< Song of Solomon 4 >

1 Behold, thou art fair, my love; behold, thou art fair; Thine eyes are [as] doves behind thy veil. Thy hair is as a flock of goats, That lie along the side of mount Gilead.
O jakoś ty piękna, przyjaciółko moja; o jakoś ty piękna! Oczy twoje jako oczy gołębicy między kędzierzami twemi; włosy twoje jako trzoda kóz, które widać na górze Galaad.
2 Thy teeth are like a flock [of ewes] that are [newly] shorn, Which are come up from the washing, Whereof every one hath twins, And none is bereaved among them.
Zęby twoje jako stado owiec jednakich, gdy wychodzą z kąpieli, z których każda miewa po dwojgu, a niepłodnej niemasz między niemi.
3 Thy lips are like a thread of scarlet, And thy mouth is comely. Thy temples are like a piece of a pomegranate Behind thy veil.
Wargi twoje jako sznur karmazynowy, a wymowa twoja wdzięczna; skronie twoje między kędzierzami twemi są jako sztuka jabłka granatowego.
4 Thy neck is like the tower of David Builded for an armory, Whereon there hang a thousand bucklers, All the shields of the mighty men.
Szyja twoja jako wieża Dawidowa z obronami wystawiona, w której tysiąc tarczy wisi, i wszystka broń mocarzów.
5 Thy two breasts are like two fawns That are twins of a roe, Which feed among the lilies.
Obie piersi twoje jako dwoje bliźniąt sarnich, które się pasą między lilijami;
6 Until the day be cool, and the shadows flee away, I will get me to the mountain of myrrh, And to the hill of frankincense.
Ażby się okazał ten dzień, a cienie przeminęły, wnijdę na górę myrry, i na pagórek kadzidła.
7 Thou art all fair, my love; And there is no spot in thee.
Wszystkaś ty jest piękna, przyjaciółko moja! a zmazy niemasz na tobie.
8 Come with me from Lebanon, [my] bride, With me from Lebanon: Look from the top of Amana, From the top of Senir and Hermon, From the lions’ dens, From the mountains of the leopards.
Pójdziesz ze mną z Libanu, o oblubienico moja! ze mną z Libanu pójdziesz, a spojrzysz z wierzchu góry Amana, z wierzchu góry Sanir i Hermon, z jaskiń lwich, i z gór lampartowych.
9 Thou hast ravished my heart, my sister, [my] bride; Thou hast ravished my heart with one of thine eyes, With one chain of thy neck.
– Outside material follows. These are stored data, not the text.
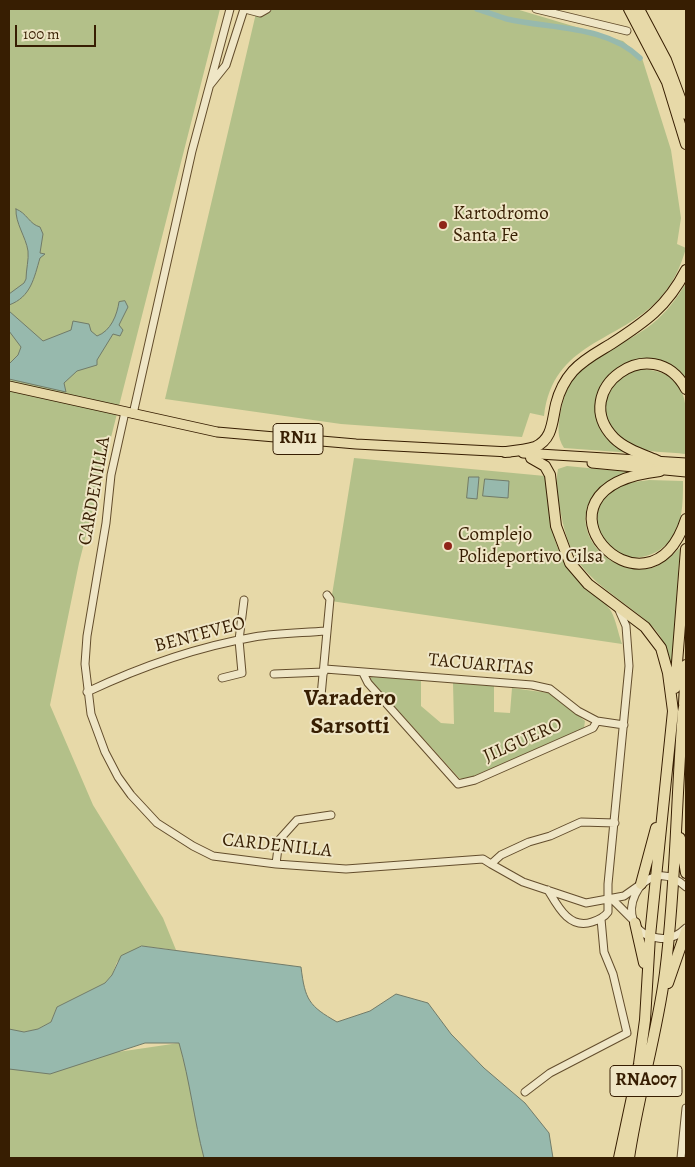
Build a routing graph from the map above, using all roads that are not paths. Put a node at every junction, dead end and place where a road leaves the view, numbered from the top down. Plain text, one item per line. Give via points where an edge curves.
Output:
1 (230, 9) edge
2 (244, 9) edge
3 (268, 9) edge
4 (536, 9) edge
5 (629, 9) edge
6 (639, 9) edge
7 (636, 20) junction
8 (627, 31) junction
9 (646, 40) junction
10 (210, 85) junction
11 (684, 119) edge
12 (686, 144) edge
13 (686, 270) edge
14 (9, 386) edge
15 (686, 389) edge
16 (129, 413) junction
17 (465, 451) junction
18 (505, 452) junction
19 (531, 458) junction
20 (686, 463) edge
21 (659, 466) junction
22 (686, 472) edge
23 (686, 520) edge
24 (686, 550) edge
25 (327, 595) dead end
26 (244, 600) dead end
27 (616, 605) junction
28 (645, 628) junction
29 (326, 631) junction
30 (627, 634) junction
31 (239, 640) junction
32 (686, 665) edge
33 (324, 670) junction
34 (363, 673) junction
35 (274, 674) dead end
36 (222, 678) dead end
37 (87, 692) junction
38 (321, 696) dead end
39 (686, 697) edge
40 (678, 712) junction
41 (597, 721) junction
42 (624, 724) junction
43 (664, 801) junction
44 (677, 814) junction
45 (331, 815) dead end
46 (615, 823) junction
47 (276, 864) junction
48 (491, 864) junction
49 (686, 873) edge
50 (656, 877) junction
51 (674, 878) junction
52 (641, 884) junction
53 (686, 887) edge
54 (548, 890) junction
55 (610, 900) junction
56 (601, 919) junction
57 (635, 923) junction
58 (686, 930) edge
59 (650, 936) junction
60 (669, 938) junction
61 (646, 1000) junction
62 (660, 1002) junction
63 (525, 1092) dead end
64 (686, 1108) edge
65 (619, 1158) edge
66 (629, 1158) edge
67 (681, 1158) edge

1 - 10 street, CARDENILLA
2 - 3 street via 260,13
2 - 10 street via 226,65
4 - 8 street
5 - 7 highway
6 - 11 highway via 666,60
7 - 8 street via 632,29
7 - 9 highway
8 - 9 street
9 - 11 highway
10 - 16 street, CARDENILLA
11 - 12 highway
13 - 18 highway via 678,287 662,307 633,330 585,360 569,376 559,394 552,428 544,442 532,448
14 - 16 main road, RN11
15 - 21 highway via 666,369 636,364 618,372 604,392 601,405 603,419 614,438
16 - 17 main road, RN11 via 217,432
16 - 37 street, CARDENILLA via 111,475 87,636 84,664
17 - 18 main road, RN11
17 - 19 main road, RN11
18 - 21 main road, RN11
19 - 21 main road, RN11
19 - 27 highway via 545,466 550,475 556,526 570,563 588,584
20 - 21 main road, RN11
21 - 22 main road, RN11
21 - 23 highway via 627,477 604,490 595,502 593,512 593,530 597,540 604,550 622,561 650,562 672,548
24 - 40 highway, RNA007
25 - 29 street via 330,599
26 - 31 street
27 - 28 highway
27 - 30 street
28 - 30 street
28 - 40 highway via 654,637 665,659
29 - 31 street, BENTEVEO
29 - 33 street
30 - 42 street via 629,666
31 - 36 street via 242,673
31 - 37 street, BENTEVEO via 167,660
32 - 40 highway, RNA007
33 - 34 street, TACUARITAS
33 - 35 street, TACUARITAS
33 - 38 street
34 - 41 street, TACUARITAS via 484,680 546,688
34 - 41 street, JILGUERO via 368,683 458,784 528,758 593,728
37 - 47 street, CARDENILLA via 105,752 118,778 147,815 213,856
39 - 40 highway
40 - 43 highway, RNA007
40 - 44 highway, RNA007
41 - 42 street, TACUARITAS
42 - 46 street
43 - 50 highway, RNA007
43 - 52 highway, RNA007
44 - 49 highway, RNA007
44 - 51 highway, RNA007
45 - 47 street via 297,820 279,840
46 - 48 street via 581,822 528,842
46 - 55 street
47 - 48 street, CARDENILLA via 346,869 483,859
48 - 54 street via 523,882
50 - 51 street
50 - 52 street
50 - 59 highway, RNA007
51 - 53 street
51 - 60 highway, RNA007
52 - 55 street via 624,896
52 - 57 street via 632,902
54 - 55 street via 586,903
54 - 56 street via 570,919 581,924
55 - 56 street via 608,912
55 - 57 street
56 - 63 street via 604,952 613,974 627,1032 550,1074
57 - 59 street
57 - 61 highway, RNA007 via 643,959
58 - 60 street
58 - 62 highway, RNA007
59 - 60 street
59 - 61 highway, RNA007
60 - 62 highway, RNA007
61 - 65 highway, RNA007 via 639,1064
62 - 66 highway, RNA007
64 - 67 street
Ujęłaś serce moje, siostro moja, oblubienico moja! ujęłaś serce moje jednem okiem twojem, i jednym łańcuszkiem na szyi twojej.
10 How fair is thy love, my sister, [my] bride! How much better is thy love than wine! And the fragrance of thine oils than all manner of spices!
O jakoż są ucieszne miłości twoje, siostro moja! oblubienico moja! O jako daleko zacniejsze miłości twoje, niż wino, a wonność maści twoich nad wszystkie rzeczy wonne!
11 Thy lips, O [my] bride, drop [as] the honeycomb: Honey and milk are under thy tongue; And the smell of thy garments is like the smell of Lebanon.
Plastrem miodu opływają wargi twoje, oblubienico moja! miód i mleko pod językiem twoim, a wonność szat twoich, jako wonność Libanu.
12 A garden shut up is my sister, [my] bride; A spring shut up, a fountain sealed.
Ogrodem zamknionym jesteś, siostro moja, oblubienico moja! źródło zamknione, zdrój zapieczętowany.
13 Thy shoots are an orchard of pomegranates, with precious fruits; Henna with spikenard plants,
Szczepki twoje są sadem jabłek granatowych z owocem wdzięcznym cyprysu i szpikanardu;
14 Spikenard and saffron, Calamus and cinnamon, with all trees of frankincense; Myrrh and aloes, with all the chief spices.
Szpikanardu, i szafranu, kasyi, i cynamonu, ze wszystkiemi drzewami kadzidło przynoszącemi! myrry, i aloesu, ze wszystkiemi osobliwemi rzeczami wonnemi.
15 [Thou art] a fountain of gardens, A well of living waters, And flowing streams from Lebanon.
O źródło ogrodne, zdroju wód żywych, które płyną z Libanu!
16 Awake, O north wind; and come, thou south; Blow upon my garden, that the spices thereof may flow out. Let my beloved come into his garden, And eat his precious fruits.
Powstań wietrze północny, a przyjdź wietrze z południa, przewiej ogród mój; niech płyną wonności jego, niech przjdzie miły mój do ogrodu swego, a niech je rozkoszne owoce swoje.